Start of Provided records

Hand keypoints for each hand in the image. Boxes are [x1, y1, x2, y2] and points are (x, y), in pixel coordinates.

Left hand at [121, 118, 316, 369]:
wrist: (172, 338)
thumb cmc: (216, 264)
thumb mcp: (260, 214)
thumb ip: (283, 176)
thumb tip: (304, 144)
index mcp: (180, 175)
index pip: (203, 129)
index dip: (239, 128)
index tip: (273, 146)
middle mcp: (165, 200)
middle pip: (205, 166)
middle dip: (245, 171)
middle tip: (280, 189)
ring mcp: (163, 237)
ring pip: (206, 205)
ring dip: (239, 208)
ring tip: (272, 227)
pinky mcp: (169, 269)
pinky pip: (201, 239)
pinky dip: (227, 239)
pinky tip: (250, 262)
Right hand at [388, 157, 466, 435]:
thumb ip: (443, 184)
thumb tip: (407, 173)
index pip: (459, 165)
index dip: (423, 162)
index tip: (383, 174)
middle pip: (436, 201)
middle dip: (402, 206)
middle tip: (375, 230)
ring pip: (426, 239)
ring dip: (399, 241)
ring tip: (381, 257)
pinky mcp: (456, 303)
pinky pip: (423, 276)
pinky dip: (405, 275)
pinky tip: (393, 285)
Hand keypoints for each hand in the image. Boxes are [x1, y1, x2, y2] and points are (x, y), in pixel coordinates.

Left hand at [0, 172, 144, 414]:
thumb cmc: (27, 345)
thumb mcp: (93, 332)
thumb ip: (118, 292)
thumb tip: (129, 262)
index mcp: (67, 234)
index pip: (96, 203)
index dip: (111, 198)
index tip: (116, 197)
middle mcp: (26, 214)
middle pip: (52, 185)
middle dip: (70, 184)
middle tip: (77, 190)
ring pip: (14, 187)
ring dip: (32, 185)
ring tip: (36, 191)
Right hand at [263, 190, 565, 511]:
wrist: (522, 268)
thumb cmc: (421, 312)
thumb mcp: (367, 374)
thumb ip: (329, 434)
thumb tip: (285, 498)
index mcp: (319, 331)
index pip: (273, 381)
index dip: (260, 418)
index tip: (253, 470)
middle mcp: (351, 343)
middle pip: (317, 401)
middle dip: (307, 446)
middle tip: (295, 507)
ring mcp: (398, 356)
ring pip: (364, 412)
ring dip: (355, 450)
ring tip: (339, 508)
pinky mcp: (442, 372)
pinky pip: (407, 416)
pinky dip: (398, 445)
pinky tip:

End of Provided records

> Goal of the exercise
Restate, without alteration, the lines of the material above that begin at the one containing "wrist: (522, 268)" and run through its last line.

> Response
wrist: (522, 268)
thumb cmc: (421, 312)
thumb mcp: (367, 374)
thumb ip: (329, 434)
thumb tip: (285, 498)
index mcp: (319, 331)
index pip: (273, 381)
index dip: (260, 418)
index tip: (253, 470)
middle mcp: (351, 343)
middle pip: (317, 401)
middle dip: (307, 446)
middle tip: (295, 507)
ring mcp: (398, 356)
ring pip: (364, 412)
ring dip: (355, 450)
ring tip: (339, 508)
pinky mcp: (442, 372)
pinky pip: (407, 416)
pinky dip: (398, 445)
pinky tip:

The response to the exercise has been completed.